Abstract

This paper investigates profinite completions of residually finite algebras, drawing on ideas from the theory of natural dualities. Given a class \({\mathcal{A} = \mathbb{ISP}(\mathcal{M})}\), where \({\mathcal{M}}\) is a set, not necessarily finite, of finite algebras, it is shown that each \({{\bf A} \in \mathcal{A}}\) embeds as a topologically dense subalgebra of a topological algebra \({n_{\mathcal{A}}({\bf A})}\) (its natural extension), and that \({n_{\mathcal{A}}({\bf A})}\) is isomorphic, topologically and algebraically, to the profinite completion of A. In addition it is shown how the natural extension may be concretely described as a certain family of relation-preserving maps; in the special case that \({\mathcal{M}}\) is finite and \({\mathcal{A}}\) possesses a single-sorted or multisorted natural duality, the relations to be preserved can be taken to be those belonging to a dualising set. For an algebra belonging to a finitely generated variety of lattice-based algebras, it is known that the profinite completion coincides with the canonical extension.

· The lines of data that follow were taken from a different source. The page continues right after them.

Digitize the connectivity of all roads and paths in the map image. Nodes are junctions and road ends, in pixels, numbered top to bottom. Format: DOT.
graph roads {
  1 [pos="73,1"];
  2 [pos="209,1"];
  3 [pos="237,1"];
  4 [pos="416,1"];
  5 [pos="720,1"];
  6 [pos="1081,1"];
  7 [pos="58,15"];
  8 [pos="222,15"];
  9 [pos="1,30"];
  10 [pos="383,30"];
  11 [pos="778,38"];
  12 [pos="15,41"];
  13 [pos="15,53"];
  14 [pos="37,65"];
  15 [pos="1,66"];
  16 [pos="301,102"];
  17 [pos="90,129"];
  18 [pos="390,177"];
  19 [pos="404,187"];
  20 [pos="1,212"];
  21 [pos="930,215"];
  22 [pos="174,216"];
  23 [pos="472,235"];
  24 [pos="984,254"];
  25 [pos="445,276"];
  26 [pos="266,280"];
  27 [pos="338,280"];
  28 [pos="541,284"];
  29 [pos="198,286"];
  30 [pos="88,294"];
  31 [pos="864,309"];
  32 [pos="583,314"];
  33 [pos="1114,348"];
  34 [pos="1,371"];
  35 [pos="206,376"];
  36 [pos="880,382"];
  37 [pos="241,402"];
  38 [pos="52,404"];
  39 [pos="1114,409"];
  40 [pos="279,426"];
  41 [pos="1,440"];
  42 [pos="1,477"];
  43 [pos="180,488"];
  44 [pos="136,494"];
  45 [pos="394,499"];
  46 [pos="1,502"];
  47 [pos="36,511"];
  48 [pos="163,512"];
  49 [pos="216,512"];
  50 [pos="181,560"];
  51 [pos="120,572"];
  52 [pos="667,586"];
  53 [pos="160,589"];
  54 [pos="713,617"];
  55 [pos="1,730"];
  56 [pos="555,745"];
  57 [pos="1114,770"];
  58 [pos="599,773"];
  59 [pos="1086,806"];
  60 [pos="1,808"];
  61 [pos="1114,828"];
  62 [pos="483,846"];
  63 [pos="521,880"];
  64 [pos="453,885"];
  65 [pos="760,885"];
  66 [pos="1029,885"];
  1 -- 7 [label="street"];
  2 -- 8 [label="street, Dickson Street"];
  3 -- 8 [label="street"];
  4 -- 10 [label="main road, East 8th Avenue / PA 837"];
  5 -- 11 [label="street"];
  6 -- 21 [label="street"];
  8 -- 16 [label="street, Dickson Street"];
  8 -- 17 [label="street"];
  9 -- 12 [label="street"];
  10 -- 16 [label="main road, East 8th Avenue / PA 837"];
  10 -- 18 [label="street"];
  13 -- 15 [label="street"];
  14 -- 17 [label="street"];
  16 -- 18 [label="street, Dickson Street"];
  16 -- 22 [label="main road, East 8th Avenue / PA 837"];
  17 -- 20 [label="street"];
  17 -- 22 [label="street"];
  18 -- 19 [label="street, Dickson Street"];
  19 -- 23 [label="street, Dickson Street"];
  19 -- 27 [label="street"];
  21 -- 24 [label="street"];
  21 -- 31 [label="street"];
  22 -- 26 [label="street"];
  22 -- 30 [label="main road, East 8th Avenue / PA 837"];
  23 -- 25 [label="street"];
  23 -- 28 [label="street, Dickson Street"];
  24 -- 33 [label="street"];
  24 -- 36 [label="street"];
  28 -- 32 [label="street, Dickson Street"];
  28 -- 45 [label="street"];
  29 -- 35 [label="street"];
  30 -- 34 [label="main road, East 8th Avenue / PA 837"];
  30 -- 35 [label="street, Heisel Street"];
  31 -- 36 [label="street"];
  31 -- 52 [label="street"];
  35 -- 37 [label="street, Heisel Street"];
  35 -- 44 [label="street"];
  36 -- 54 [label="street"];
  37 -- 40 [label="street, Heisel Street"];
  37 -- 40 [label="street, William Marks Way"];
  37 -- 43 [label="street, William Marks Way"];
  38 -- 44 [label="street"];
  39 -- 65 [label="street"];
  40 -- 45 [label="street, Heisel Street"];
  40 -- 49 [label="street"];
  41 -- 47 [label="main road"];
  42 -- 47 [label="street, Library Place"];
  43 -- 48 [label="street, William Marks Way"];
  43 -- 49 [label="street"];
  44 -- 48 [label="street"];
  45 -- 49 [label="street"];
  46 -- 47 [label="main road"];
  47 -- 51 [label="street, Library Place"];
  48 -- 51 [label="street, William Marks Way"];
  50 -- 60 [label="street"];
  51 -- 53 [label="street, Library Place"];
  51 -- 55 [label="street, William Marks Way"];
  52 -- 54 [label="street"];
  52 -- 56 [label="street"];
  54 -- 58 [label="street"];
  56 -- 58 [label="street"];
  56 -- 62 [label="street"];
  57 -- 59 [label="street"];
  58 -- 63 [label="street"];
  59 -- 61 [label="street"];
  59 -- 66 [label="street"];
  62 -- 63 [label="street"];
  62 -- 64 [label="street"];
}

In this situation the natural extension provides a new concrete realisation of the canonical extension, generalising the well-known representation of the canonical extension of a bounded distributive lattice as the lattice of up-sets of the underlying ordered set of its Priestley dual. The paper concludes with a survey of classes of algebras to which the main theorems do, and do not, apply.